▶ [Exercise directions] Only the lines from the one containing "ctx.strokeRect(1314, 670, 73, 72);" through the last line of the entries are wanted. Transcribe them exactly.

*** Opening of Supplied records ***

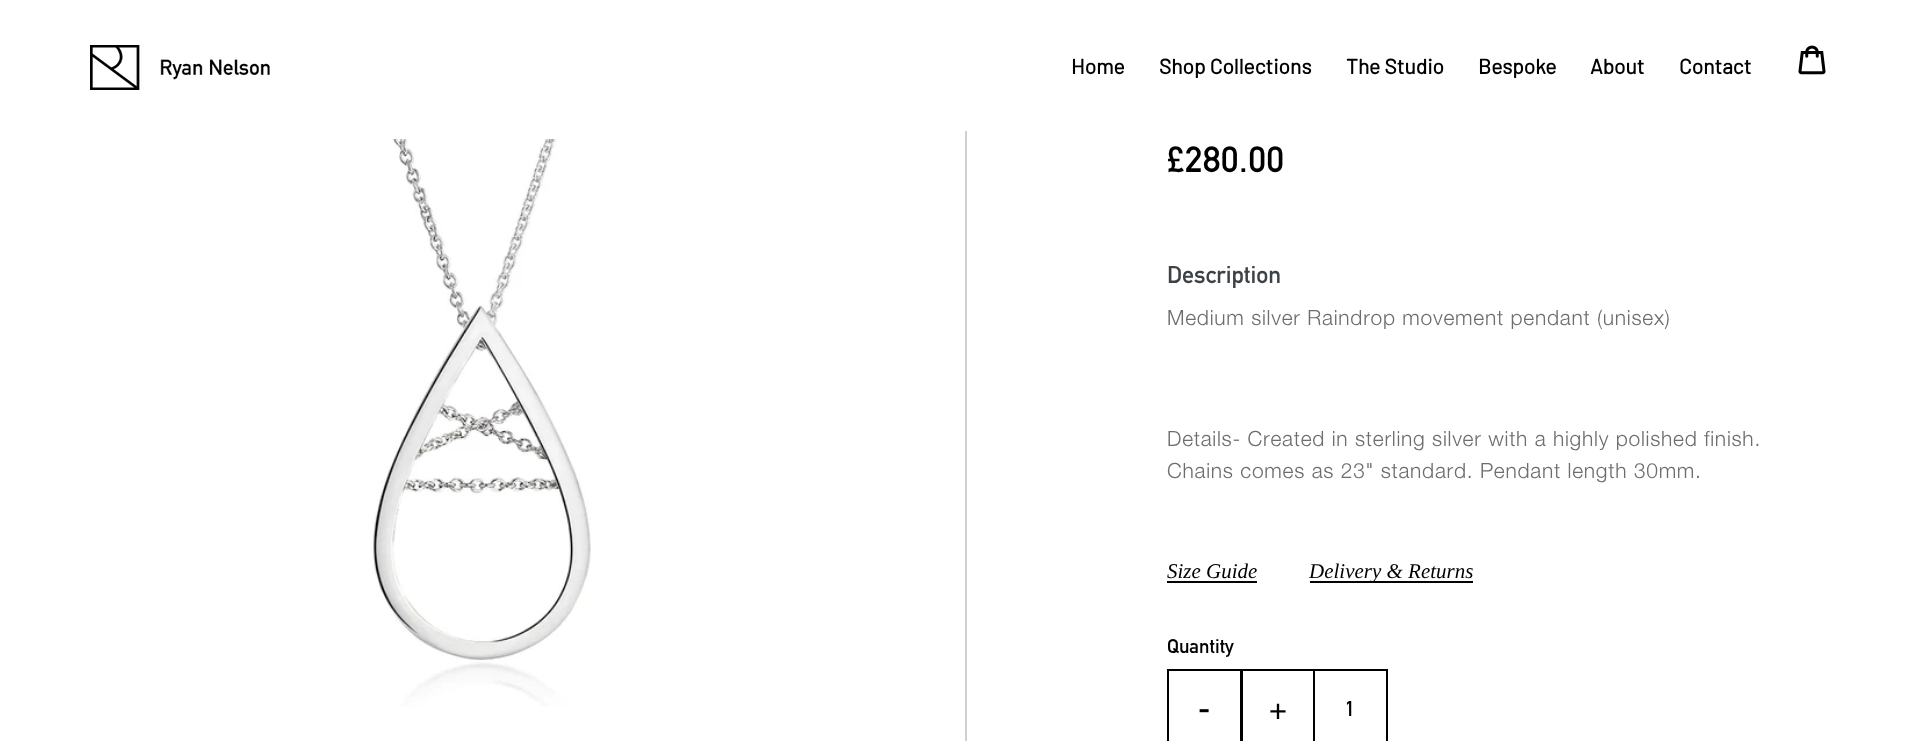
<!DOCTYPE html>
<meta charset="utf-8">
<style>body { margin: 0 } canvas { display: block }</style>
<canvas id="canvas" width="1930" height="741"></canvas>
<script type="module">
  const canvas = document.getElementById("canvas");
  const ctx = canvas.getContext("2d");
  ctx.miterLimit = 4;
  ctx.fontKerning = "normal";
  async function loadImage(src) {
    const img = new Image();
    img.src = src;
    await img.decode();
    return img;
  }

  ctx.fillStyle = "#ffffff";
  ctx.fillRect(0, 0, 1930, 741);
  ctx.drawImage(await loadImage("img1.png"), 90, 45, 180, 45);
  ctx.font = "bold 21px Barlow";
  ctx.fillStyle = "#000000";
  ctx.fillText("Home", 1071, 74);
  ctx.fillText("Shop Collections", 1159, 74);
  ctx.fillText("The Studio", 1346, 74);
  ctx.fillText("Bespoke", 1478, 74);
  ctx.fillText("About", 1590, 74);
  ctx.fillText("Contact", 1679, 74);
  ctx.drawImage(await loadImage("img2.png"), 1798, 45, 28, 30);
  ctx.fillStyle = "#d1cfcf";
  ctx.fillRect(965, 131, 2, 610);
  ctx.drawImage(await loadImage("img3.png"), 373, 139, 218, 568);
  ctx.letterSpacing = "0.75px";
  ctx.font = "bold 36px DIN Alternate";
  ctx.fillStyle = "#000000";
  ctx.fillText("£280.00", 1167, 172);
  ctx.letterSpacing = "0px";
  ctx.font = "bold 24px DIN Alternate";
  ctx.fillStyle = "#3d4246";
  ctx.fillText("Description", 1167, 283);
  ctx.letterSpacing = "0.75px";
  ctx.font = "300 21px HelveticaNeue";
  ctx.fillStyle = "#6d6d6d";
  ctx.fillText("Medium silver Raindrop movement pendant (unisex)", 1167, 325);
  ctx.fillText("Details- Created in sterling silver with a highly polished finish.", 1167, 446);
  ctx.fillText("Chains comes as 23\" standard. Pendant length 30mm.", 1167, 478);
  ctx.letterSpacing = "0px";
  ctx.font = "italic 21px Liberation Serif";
  ctx.fillStyle = "#000000";
  ctx.fillText("Size Guide", 1167, 578);
  ctx.fillRect(1167, 581, 90, 2);
  ctx.fillRect(1310, 581, 163, 2);
  ctx.fillText("Delivery & Returns", 1309, 578);
  ctx.font = "bold 19.5px DIN Alternate";
  ctx.fillText("Quantity", 1167, 653);
  ctx.strokeStyle = "#000000";
  ctx.lineWidth = 2;
  ctx.strokeRect(1168, 670, 73, 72);
  ctx.font = "bold 30px DIN Alternate";
  ctx.fillText("-", 1198, 719);
  ctx.strokeRect(1242, 670, 73, 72);
  ctx.fillText("+", 1269, 719);
  ctx.fillStyle = "#ffffff";
  ctx.fillRect(1315, 671, 1, 70);
  ctx.strokeRect(1314, 670, 73, 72);
  ctx.font = "bold 21px DIN Alternate";
  ctx.fillStyle = "#000000";
  ctx.fillText("1", 1345, 716);
</script>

*** Close of Supplied records ***

▶ [Answer for this exercise]
  ctx.strokeRect(1314, 670, 73, 72);
  ctx.font = "bold 21px DIN Alternate";
  ctx.fillStyle = "#000000";
  ctx.fillText("1", 1345, 716);
</script>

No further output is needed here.